Re: Request for adjustable font-size: line-fit

On 21.08.2013, at 07:33, Richard Fink <rfink@readableweb.com> wrote:

> On 8/20/2013 3:18 PM, Sylvain Galineau wrote:
>> The issue Lea is referring to - I think - is that if the element has
>> width:30em, the em in that length refers to the font size of the element
>> the width property applies to. Thus if said font-size is in turn a
>> function of how wide the element is you have a circularity. And in CSS,
>> circularity is awkward.
> 
> I do "get" the problem. It's a Catch-22: if the width of the column is set in ems, as the font gets bigger so does the pixel to em ratio which makes the column bigger, thereby defeating the purpose because the width is inherently set to expand with the font size.
> 
> What I was pointing out is simply that there IS an initial pixel width computed by the rendering engine that corresponds to the font size and em value specified and it's that initial width that needs to remain unchanged - as if it was set using px - for the technique to work.
> But severing the connection between font size and column width when using ems to set the column width immediately after the initial width is calculated, IS a bit of a mind-bender.

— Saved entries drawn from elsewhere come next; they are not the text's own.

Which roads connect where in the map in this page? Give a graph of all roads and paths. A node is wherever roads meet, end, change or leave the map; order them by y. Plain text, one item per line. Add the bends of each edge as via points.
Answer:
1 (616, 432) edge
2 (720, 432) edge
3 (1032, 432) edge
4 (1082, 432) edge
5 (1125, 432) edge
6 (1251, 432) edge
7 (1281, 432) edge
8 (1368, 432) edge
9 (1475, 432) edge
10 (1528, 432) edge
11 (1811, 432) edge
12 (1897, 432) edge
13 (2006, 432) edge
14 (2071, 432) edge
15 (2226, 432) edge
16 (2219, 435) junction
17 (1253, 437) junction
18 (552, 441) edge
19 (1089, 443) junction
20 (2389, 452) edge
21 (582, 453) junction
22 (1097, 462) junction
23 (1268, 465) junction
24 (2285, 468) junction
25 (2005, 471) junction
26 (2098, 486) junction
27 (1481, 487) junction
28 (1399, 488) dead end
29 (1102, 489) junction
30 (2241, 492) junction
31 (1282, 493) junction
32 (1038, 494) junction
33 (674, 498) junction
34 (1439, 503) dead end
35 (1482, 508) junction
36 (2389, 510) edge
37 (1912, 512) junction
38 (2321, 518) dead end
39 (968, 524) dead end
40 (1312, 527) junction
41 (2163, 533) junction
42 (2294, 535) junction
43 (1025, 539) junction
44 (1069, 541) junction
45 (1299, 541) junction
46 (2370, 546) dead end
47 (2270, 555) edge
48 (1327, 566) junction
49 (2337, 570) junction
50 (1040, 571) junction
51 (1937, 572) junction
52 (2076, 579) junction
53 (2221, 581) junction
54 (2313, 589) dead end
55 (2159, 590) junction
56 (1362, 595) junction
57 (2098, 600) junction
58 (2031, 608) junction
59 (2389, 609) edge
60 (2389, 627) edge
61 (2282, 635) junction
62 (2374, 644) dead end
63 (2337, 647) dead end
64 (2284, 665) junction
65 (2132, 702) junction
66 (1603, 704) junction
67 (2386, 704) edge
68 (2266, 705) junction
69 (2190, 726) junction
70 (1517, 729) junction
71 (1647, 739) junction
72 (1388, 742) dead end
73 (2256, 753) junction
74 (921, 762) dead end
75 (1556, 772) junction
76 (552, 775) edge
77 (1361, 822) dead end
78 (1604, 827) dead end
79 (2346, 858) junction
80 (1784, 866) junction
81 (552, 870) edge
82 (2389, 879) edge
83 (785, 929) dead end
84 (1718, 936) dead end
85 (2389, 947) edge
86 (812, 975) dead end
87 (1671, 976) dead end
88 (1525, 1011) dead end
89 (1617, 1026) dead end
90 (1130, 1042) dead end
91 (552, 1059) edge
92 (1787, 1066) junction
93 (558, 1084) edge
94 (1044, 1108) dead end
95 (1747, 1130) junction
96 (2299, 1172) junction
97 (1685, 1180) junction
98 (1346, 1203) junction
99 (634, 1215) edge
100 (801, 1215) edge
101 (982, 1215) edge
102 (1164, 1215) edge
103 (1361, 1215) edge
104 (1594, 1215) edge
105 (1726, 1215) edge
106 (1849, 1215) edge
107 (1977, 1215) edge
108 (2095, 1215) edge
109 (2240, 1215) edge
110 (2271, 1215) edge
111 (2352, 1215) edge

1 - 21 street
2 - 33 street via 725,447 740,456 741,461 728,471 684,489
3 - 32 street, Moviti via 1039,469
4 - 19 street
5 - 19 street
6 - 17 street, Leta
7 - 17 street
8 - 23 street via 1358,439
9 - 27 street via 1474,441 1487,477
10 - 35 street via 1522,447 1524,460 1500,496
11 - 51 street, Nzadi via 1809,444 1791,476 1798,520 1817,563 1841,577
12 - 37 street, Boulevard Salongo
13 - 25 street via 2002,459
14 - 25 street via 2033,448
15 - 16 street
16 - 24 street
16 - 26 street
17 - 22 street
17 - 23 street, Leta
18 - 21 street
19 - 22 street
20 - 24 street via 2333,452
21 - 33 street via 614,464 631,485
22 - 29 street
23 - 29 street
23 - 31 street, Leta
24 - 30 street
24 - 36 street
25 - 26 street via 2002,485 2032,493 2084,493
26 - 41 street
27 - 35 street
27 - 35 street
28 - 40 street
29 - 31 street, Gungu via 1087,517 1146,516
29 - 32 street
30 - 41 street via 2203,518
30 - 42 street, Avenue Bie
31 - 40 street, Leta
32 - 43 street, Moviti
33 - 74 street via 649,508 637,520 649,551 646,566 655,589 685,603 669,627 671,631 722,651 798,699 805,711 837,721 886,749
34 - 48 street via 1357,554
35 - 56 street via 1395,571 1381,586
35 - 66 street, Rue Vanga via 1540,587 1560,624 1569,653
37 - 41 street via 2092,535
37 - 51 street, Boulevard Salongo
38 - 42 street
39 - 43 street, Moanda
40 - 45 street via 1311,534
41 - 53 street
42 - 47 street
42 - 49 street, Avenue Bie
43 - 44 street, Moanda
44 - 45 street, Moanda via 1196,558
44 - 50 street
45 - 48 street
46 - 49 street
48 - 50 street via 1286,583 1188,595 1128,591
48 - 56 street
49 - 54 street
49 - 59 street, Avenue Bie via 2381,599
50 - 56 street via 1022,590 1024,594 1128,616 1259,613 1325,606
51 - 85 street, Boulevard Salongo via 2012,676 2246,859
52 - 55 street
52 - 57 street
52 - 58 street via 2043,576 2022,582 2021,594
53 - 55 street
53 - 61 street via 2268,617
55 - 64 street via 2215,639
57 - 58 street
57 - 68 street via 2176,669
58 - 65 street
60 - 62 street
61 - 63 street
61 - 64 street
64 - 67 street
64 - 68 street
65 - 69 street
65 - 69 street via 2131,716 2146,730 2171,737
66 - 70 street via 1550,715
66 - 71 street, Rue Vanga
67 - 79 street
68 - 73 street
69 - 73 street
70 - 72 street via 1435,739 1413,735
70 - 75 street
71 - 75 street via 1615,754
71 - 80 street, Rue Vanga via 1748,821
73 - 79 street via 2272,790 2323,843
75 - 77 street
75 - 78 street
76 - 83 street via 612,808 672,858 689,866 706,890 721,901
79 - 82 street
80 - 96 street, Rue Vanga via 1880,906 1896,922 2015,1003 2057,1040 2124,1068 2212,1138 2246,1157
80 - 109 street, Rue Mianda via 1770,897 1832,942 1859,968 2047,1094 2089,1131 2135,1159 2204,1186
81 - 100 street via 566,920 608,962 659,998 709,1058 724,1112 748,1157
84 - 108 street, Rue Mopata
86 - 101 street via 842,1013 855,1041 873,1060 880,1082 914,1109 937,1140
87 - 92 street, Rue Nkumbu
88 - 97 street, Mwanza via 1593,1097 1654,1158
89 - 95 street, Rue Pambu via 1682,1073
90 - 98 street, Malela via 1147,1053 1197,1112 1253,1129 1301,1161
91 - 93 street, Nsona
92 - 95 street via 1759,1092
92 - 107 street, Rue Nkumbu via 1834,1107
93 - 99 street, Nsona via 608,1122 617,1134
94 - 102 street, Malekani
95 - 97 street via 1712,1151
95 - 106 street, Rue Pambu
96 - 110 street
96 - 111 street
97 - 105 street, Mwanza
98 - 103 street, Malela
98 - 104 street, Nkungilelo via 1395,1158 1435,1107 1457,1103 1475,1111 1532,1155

Circular, yes. And awkward, yes. Don't like it at all.
> But how else can the technique work without preserving that initial width no matter what measure is used - percent, px, en, em, ex, or whatever - and making the width of the line stick to that initial computed style width no matter what the font size changes to and what measure was used in the style sheet?
> Don't know. And I'm not even sure what problem line-fit solves. Hah!
> All I know is that I was deeply intrigued by the technique when I saw it implemented using JavaScript.
> It *feels* like there's something worth pursuing in it even if I'm not quite sure what yet.
> (If anybody has a use case that demonstrates line fit's effectiveness, please share.)

It simply helps achieving nice typographic results on websites (examples and description: http://www.zachleat.com/web/bigtext-makes-text-big/).
Achieving such results in a responsive webdesign by hand is nearly impossible and the jQuery way has several caveats (size, performance).